Hi @Zachary_Bendiks,
Sounds like you are in a pickle! 
First off — I applaud your due diligence in appropriately structuring your runs and testing for a batch effect proactively.
No. If qiime1 could handle negative values, it sounds like a bug. What does an abundance of -5 really even mean!? (note that ComBat is designed for microarray data as far as I know, not for microbiome data where negative abundance is troubling) Most downstream methods in QIIME2 are assuming that the data in a FeatureTable[Frequency] artifact are counts, not some type of normalized data, and so negative values will break some of those methods' assumptions.

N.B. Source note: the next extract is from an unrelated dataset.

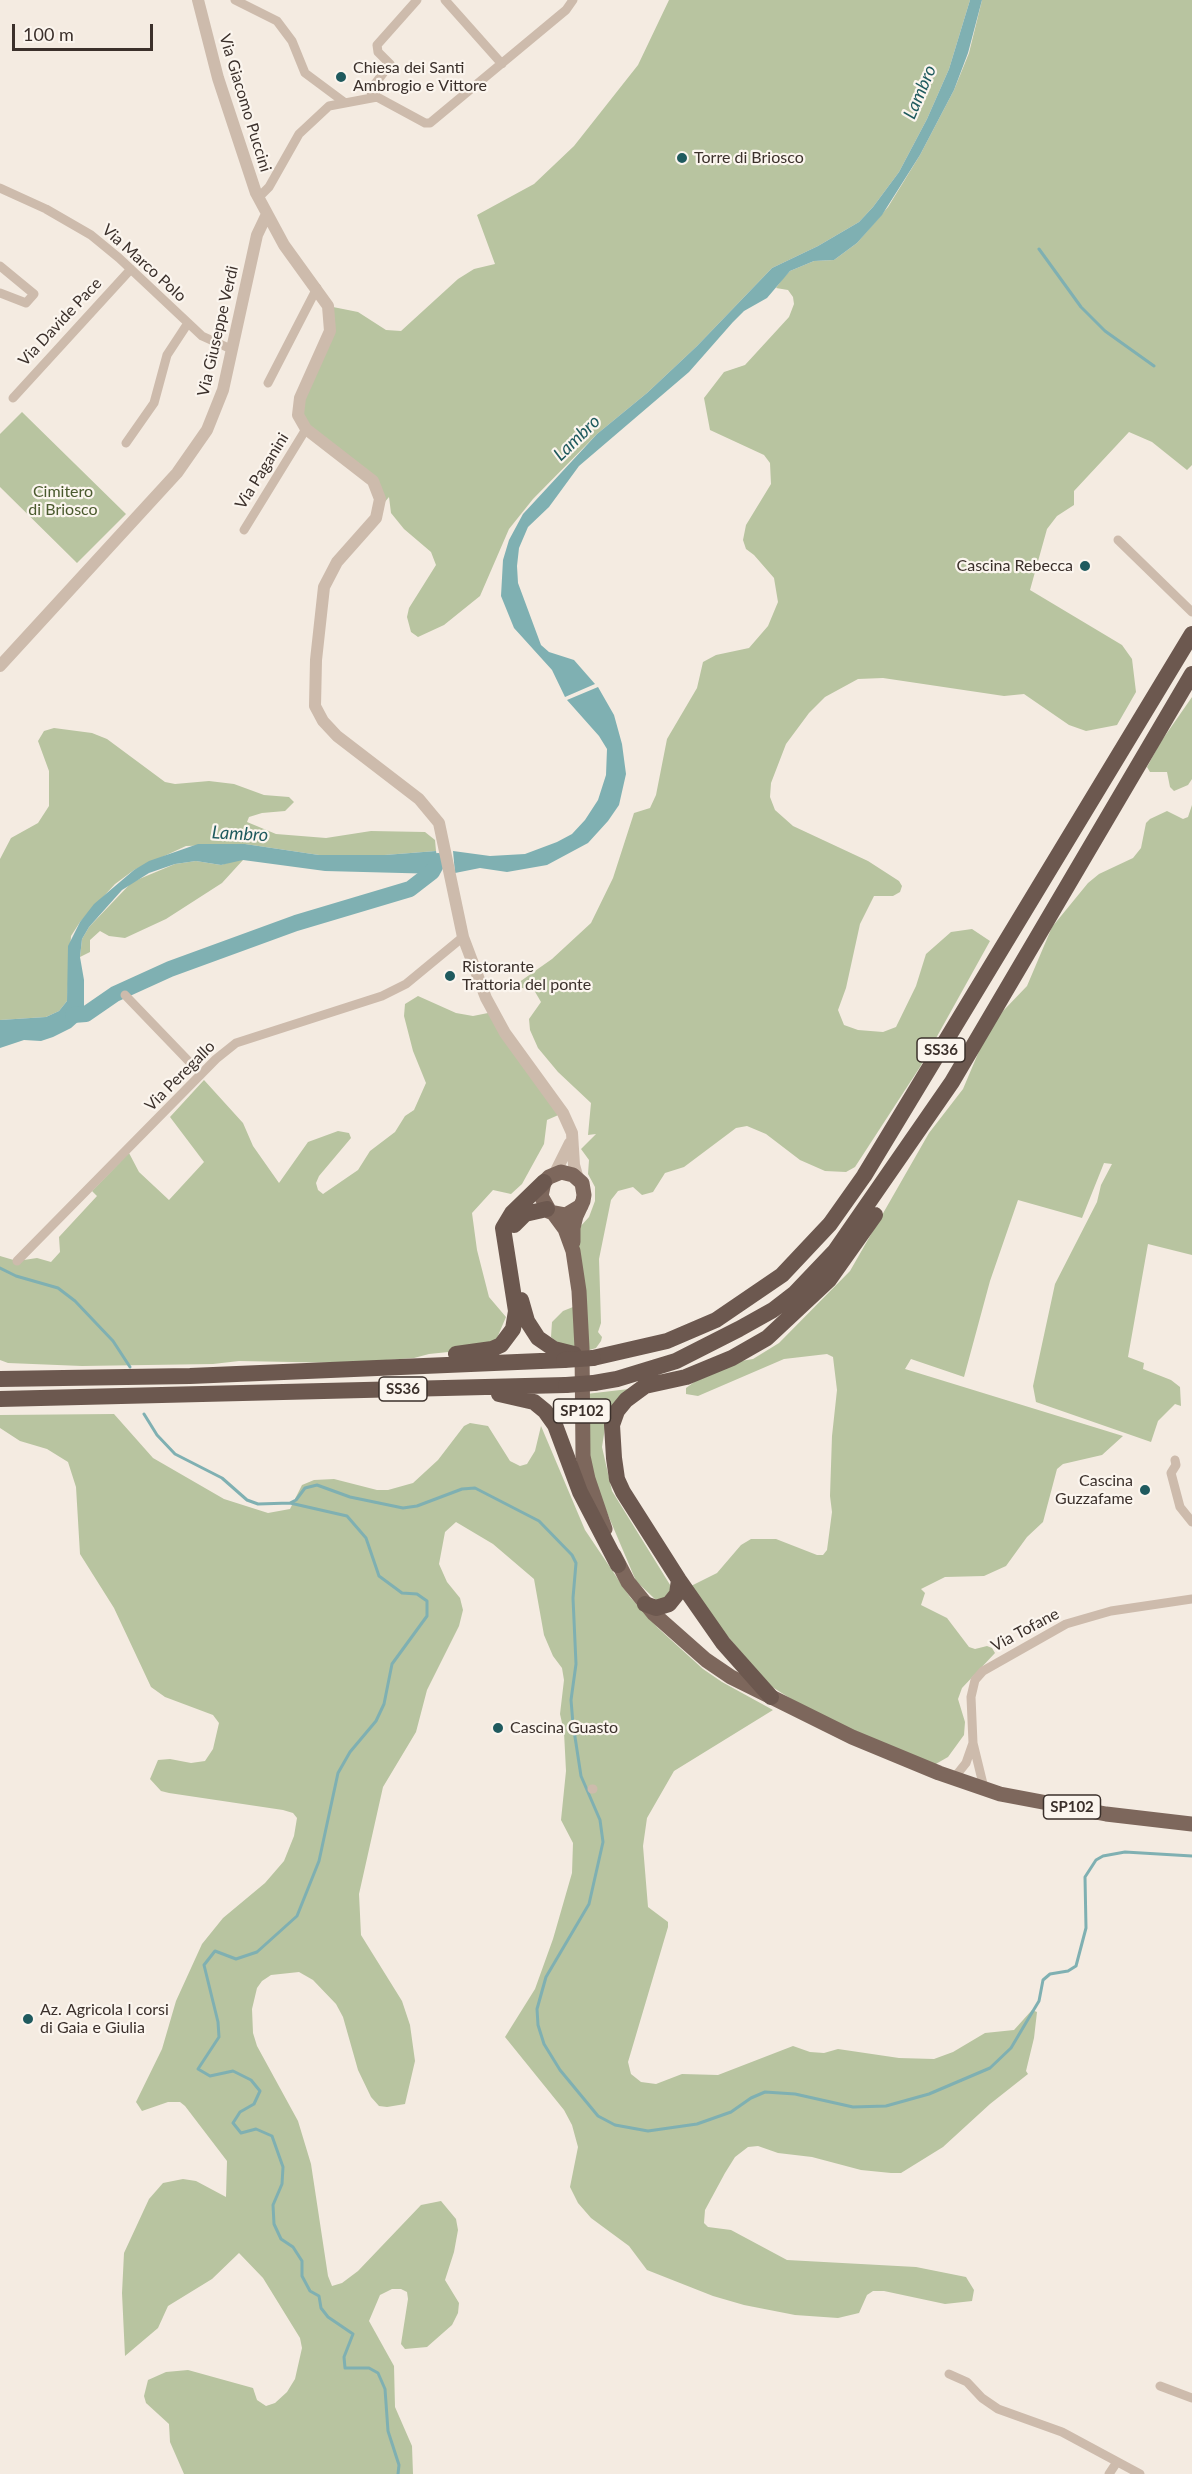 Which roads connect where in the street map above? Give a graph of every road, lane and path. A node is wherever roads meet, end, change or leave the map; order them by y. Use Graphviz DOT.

I do not know enough about ComBat and whether it performs some type of count normalization in addition to batch normalization — is the output still considered "count" or is it something like mean-centered value? So the difference between -5 and -10 could actually be meaningful; converting all negative values to 0 might not be kosher, nor could adding N to all values where N = the min value.
@cduvallet might have some advice on working with ComBat data.
Depending on your experimental setup, there might be.
The brand new q2-perc-norm plugin is designed for normalization of case-control studies (and was compared to ComBat in the original paper).
Your batch effects may also be from contaminants that are unique to each run. If you have negative controls, you could try decontam (not yet a QIIME2 plugin but we hope to add soonish). See this post for some more details:
Let us know what you think! And let's see if @cduvallet and @benjjneb have any other advice.